Aim of the exercise →
Look through the entries for the string "down", and copy each line that holds it.

(Beginning of Input for this task)

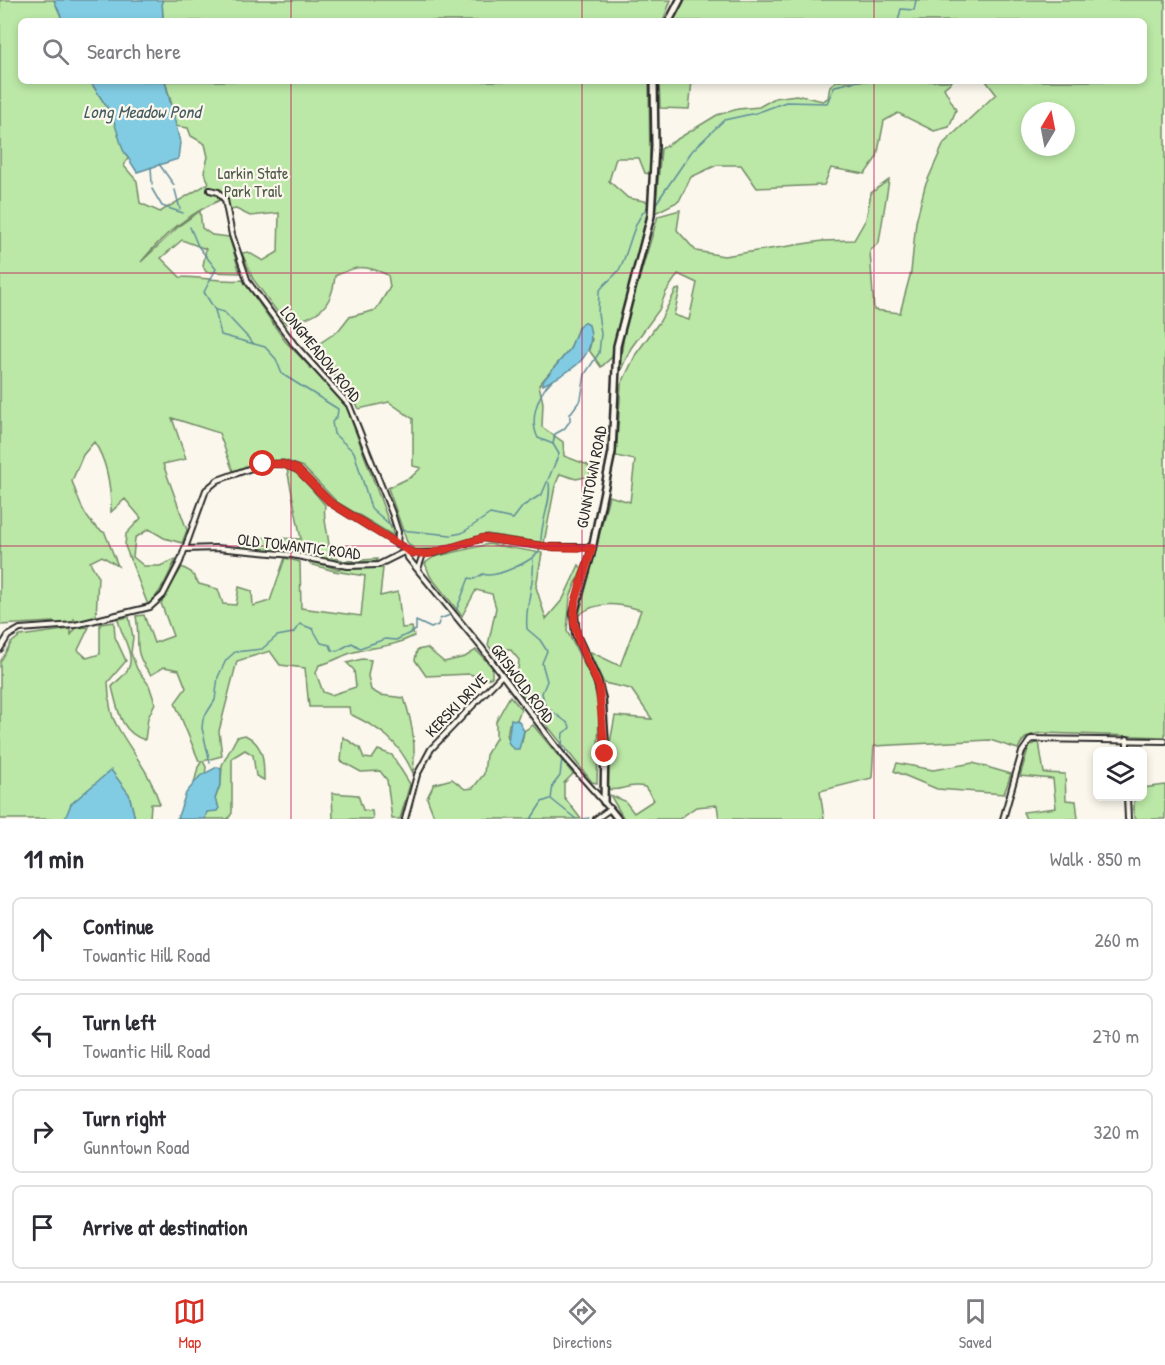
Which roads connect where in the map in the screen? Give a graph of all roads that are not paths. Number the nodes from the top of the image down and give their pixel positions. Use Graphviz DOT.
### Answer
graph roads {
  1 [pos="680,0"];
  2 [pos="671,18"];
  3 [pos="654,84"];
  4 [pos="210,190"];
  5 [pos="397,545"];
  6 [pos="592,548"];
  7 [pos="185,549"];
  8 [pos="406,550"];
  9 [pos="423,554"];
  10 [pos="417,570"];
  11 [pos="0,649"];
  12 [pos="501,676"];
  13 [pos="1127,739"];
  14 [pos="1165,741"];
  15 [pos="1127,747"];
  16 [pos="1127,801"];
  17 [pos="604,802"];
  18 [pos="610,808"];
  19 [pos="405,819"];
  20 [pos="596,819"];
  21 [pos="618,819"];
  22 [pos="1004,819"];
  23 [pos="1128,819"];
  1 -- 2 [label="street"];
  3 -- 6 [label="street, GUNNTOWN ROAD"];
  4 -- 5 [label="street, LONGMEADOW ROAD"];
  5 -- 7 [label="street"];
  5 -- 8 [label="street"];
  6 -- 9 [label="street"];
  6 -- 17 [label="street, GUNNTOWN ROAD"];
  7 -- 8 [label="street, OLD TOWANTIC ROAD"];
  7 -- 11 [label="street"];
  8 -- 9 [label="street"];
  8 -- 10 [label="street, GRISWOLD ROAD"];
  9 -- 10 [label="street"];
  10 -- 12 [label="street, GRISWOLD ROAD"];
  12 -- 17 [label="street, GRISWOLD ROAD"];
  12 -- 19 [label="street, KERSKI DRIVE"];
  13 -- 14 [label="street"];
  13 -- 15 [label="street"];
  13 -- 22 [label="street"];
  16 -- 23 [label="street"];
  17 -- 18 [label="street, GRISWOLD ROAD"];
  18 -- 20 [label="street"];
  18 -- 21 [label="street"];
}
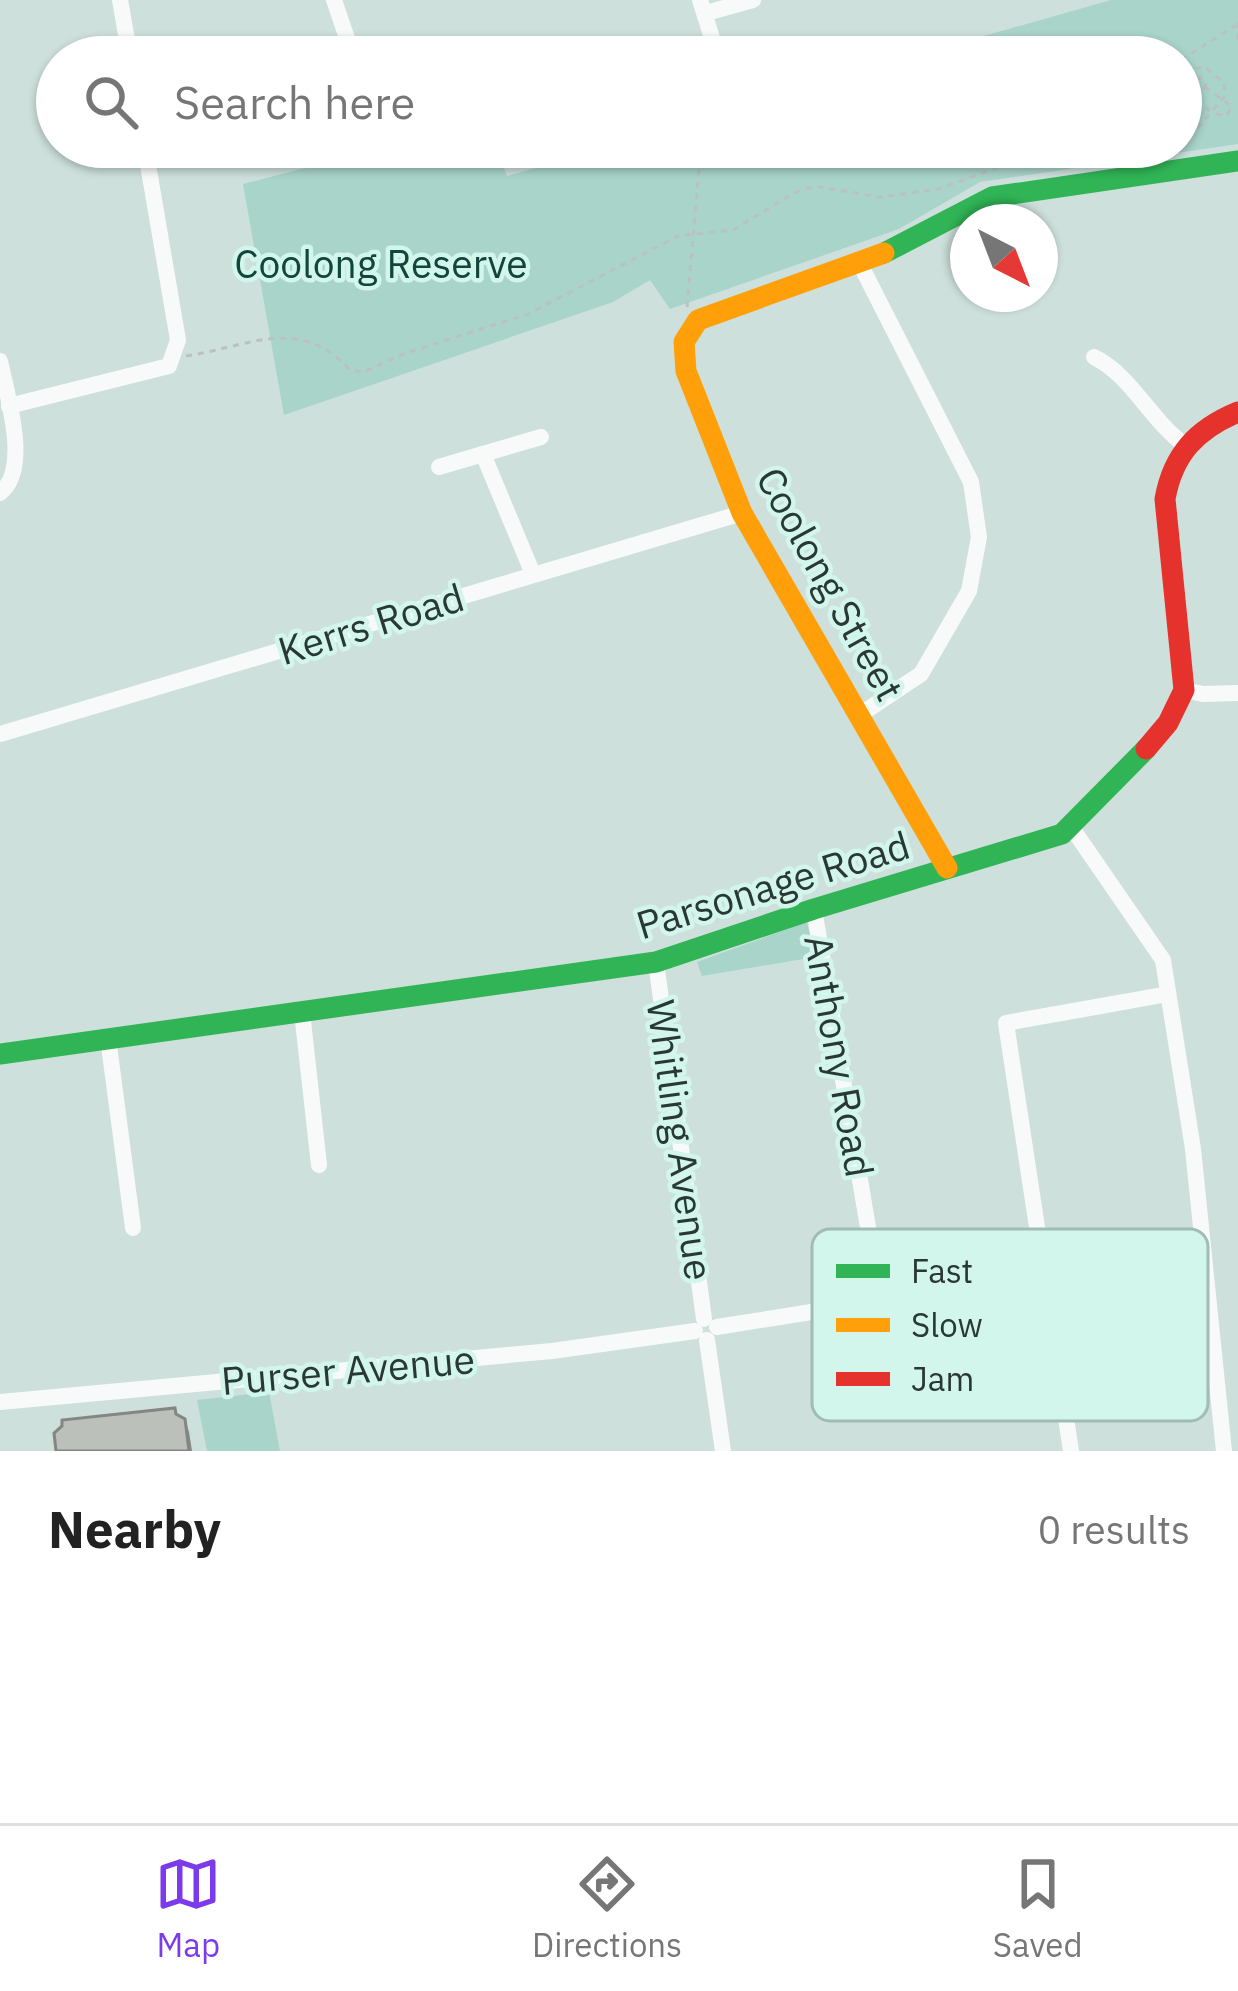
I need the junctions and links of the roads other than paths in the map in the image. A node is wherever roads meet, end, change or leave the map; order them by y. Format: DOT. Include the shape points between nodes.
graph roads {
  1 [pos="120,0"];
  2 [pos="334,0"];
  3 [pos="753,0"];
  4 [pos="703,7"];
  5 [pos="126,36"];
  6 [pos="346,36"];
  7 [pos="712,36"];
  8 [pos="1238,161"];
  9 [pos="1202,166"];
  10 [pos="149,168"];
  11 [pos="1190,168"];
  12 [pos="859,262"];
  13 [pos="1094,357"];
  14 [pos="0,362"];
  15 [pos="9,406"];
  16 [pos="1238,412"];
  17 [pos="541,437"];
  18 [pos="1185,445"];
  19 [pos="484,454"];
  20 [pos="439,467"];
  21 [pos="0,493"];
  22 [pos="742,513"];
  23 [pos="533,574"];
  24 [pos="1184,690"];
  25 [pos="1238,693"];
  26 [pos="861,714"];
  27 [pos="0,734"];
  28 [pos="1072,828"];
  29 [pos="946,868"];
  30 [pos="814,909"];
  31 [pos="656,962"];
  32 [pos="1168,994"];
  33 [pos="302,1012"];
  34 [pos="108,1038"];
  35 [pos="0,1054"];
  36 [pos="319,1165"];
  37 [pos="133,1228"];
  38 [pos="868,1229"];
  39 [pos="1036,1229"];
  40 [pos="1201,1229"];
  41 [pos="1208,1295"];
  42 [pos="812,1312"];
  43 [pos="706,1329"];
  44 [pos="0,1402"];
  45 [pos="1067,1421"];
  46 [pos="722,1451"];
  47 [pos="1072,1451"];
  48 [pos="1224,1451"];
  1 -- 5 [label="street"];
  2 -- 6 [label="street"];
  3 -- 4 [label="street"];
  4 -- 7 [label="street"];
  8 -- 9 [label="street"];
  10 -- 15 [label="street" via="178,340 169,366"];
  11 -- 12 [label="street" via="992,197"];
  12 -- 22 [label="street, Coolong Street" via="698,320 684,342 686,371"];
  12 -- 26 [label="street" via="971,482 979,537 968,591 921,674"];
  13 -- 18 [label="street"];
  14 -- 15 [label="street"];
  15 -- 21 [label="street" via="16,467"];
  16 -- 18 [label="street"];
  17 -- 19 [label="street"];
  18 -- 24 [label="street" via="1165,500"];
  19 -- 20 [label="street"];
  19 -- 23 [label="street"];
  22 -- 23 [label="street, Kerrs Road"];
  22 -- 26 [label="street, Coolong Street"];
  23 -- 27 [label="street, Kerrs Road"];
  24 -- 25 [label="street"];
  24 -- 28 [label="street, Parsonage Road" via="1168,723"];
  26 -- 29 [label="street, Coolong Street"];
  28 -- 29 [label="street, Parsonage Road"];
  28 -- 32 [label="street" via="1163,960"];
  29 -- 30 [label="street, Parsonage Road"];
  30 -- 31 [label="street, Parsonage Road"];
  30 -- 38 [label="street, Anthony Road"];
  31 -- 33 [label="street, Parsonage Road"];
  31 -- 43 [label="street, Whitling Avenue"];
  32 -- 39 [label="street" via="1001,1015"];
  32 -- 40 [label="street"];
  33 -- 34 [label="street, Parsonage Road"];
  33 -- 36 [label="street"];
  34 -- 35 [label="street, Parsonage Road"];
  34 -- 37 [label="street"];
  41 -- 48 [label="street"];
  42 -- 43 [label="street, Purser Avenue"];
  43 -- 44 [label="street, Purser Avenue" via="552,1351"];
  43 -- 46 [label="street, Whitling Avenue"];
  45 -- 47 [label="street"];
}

(End of Input for this task)
(Beginning of Input for this task)

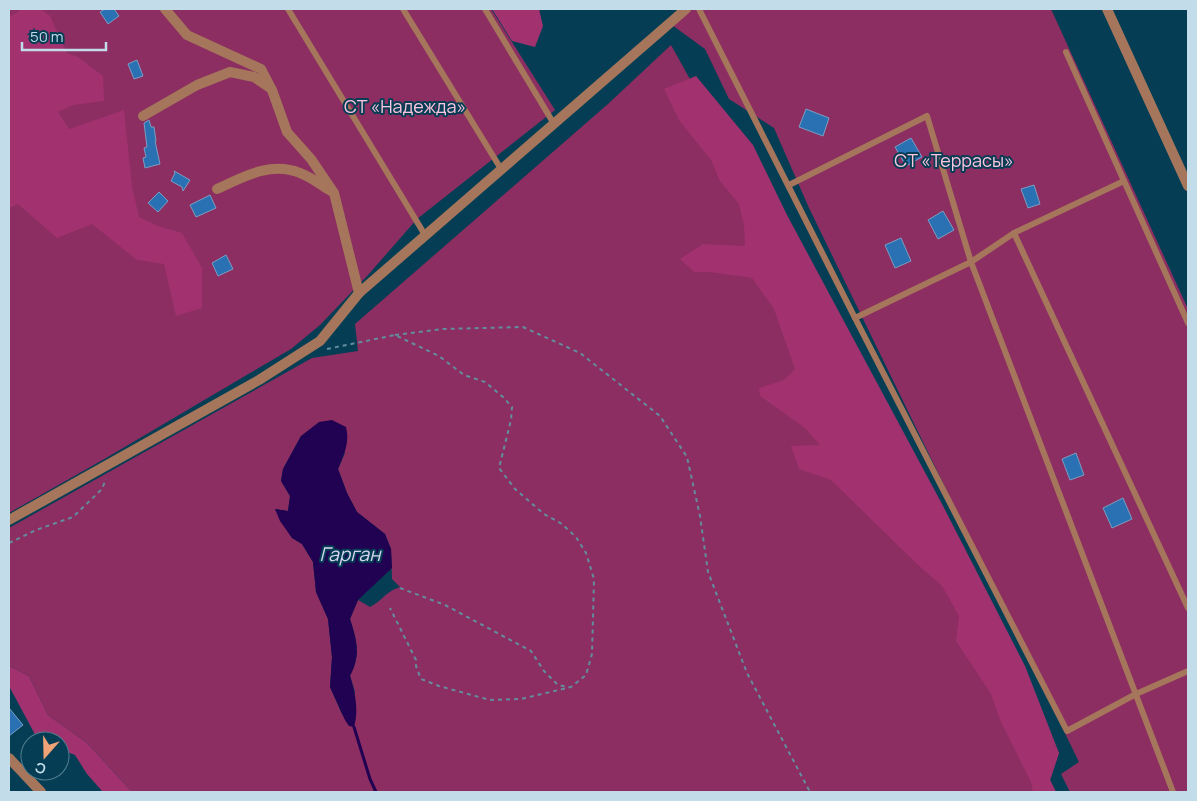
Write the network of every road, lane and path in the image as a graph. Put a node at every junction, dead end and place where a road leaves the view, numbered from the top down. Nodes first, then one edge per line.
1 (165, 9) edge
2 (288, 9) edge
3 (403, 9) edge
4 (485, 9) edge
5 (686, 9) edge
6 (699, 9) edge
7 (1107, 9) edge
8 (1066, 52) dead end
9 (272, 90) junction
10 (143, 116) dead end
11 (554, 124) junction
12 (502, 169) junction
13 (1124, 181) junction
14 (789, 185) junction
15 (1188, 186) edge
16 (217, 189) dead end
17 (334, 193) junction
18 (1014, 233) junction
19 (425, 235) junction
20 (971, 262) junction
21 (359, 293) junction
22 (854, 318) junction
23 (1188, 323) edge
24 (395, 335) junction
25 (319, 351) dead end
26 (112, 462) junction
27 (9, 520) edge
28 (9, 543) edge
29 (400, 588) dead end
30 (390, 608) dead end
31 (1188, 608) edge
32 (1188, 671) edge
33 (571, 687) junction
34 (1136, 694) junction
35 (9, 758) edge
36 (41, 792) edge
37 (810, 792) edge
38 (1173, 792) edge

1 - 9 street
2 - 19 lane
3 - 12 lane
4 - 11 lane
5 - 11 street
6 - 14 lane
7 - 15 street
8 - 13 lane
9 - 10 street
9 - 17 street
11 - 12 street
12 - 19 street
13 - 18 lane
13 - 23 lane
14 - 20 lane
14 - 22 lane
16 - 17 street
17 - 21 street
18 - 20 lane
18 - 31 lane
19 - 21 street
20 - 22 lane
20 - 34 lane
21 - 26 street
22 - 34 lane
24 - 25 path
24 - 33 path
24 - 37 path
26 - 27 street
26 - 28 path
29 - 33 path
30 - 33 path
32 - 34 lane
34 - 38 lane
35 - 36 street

(End of Input for this task)
(Beginning of Input for this task)

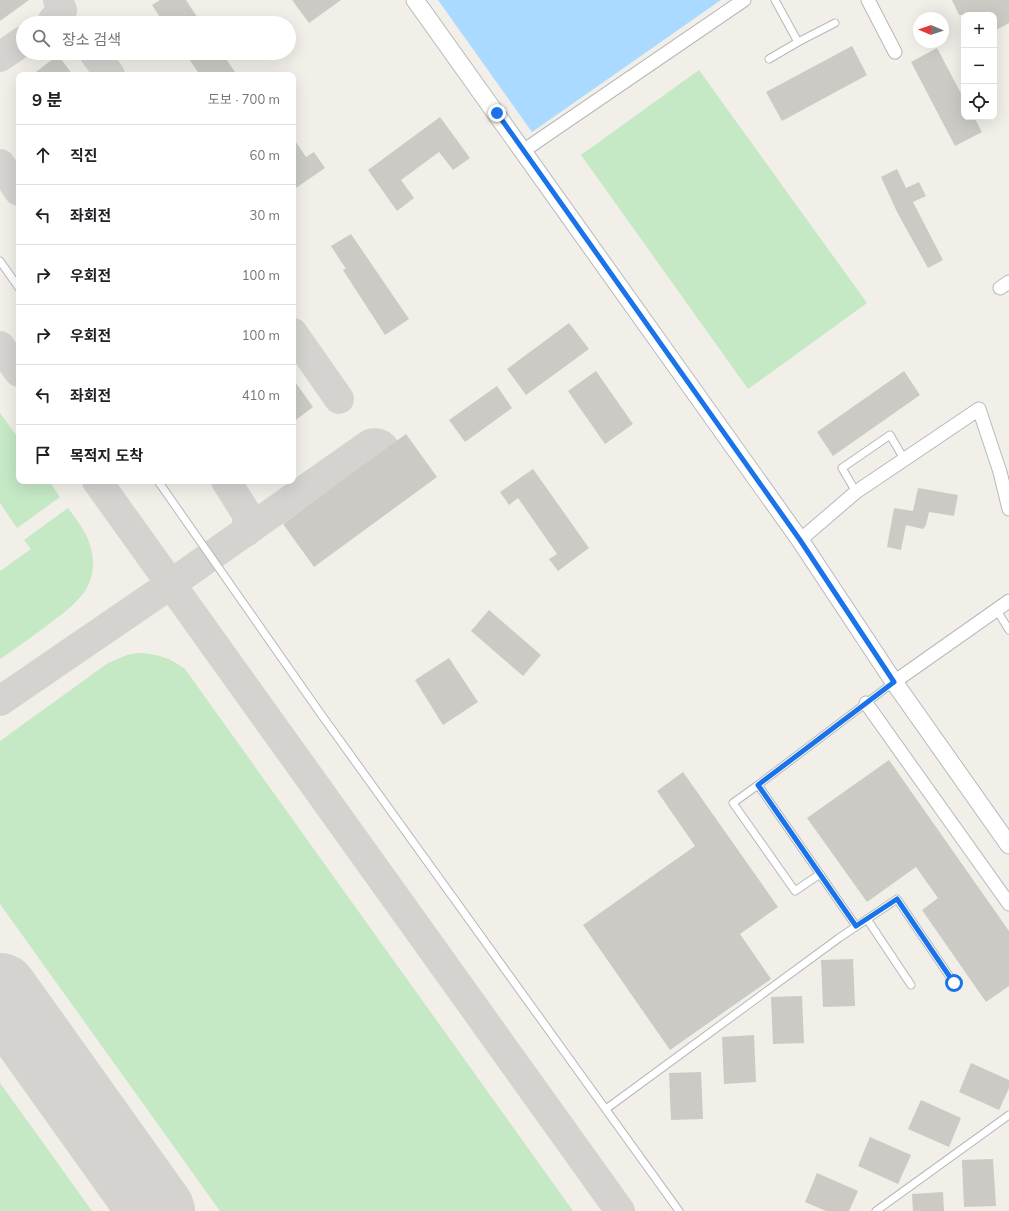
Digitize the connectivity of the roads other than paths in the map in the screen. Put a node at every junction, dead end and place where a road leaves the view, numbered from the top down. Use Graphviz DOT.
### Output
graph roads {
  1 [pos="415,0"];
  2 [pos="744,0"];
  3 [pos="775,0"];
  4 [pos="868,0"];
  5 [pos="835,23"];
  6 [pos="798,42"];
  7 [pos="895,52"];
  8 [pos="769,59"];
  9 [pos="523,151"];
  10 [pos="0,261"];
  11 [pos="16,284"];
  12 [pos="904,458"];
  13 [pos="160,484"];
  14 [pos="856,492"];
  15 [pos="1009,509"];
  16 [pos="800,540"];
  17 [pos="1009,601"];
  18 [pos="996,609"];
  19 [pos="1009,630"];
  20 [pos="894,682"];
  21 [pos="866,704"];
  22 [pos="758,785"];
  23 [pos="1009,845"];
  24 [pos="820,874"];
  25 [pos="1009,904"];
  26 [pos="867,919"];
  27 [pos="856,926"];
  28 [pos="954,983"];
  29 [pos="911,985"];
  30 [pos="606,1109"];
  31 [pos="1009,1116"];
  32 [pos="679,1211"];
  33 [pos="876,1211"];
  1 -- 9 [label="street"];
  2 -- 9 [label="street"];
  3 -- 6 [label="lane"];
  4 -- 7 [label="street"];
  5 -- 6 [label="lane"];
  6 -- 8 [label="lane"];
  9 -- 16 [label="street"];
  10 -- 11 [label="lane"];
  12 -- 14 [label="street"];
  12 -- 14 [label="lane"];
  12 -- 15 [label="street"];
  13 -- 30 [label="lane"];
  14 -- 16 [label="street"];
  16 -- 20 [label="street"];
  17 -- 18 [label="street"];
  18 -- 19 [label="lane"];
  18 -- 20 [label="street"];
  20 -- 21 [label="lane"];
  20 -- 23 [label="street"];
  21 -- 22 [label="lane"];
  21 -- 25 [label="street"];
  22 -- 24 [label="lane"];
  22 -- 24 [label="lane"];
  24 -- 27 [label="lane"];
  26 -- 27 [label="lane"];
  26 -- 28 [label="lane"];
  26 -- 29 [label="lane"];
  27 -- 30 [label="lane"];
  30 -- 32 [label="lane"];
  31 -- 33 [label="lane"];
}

(End of Input for this task)

Task response →
Which roads connect where in the map in the screen? Give a graph of all roads that are not paths. Number the nodes from the top of the image down and give their pixel positions. Use Graphviz DOT.
Write the network of every road, lane and path in the image as a graph. Put a node at every junction, dead end and place where a road leaves the view, numbered from the top down. Nodes first, then one edge per line.
Digitize the connectivity of the roads other than paths in the map in the screen. Put a node at every junction, dead end and place where a road leaves the view, numbered from the top down. Use Graphviz DOT.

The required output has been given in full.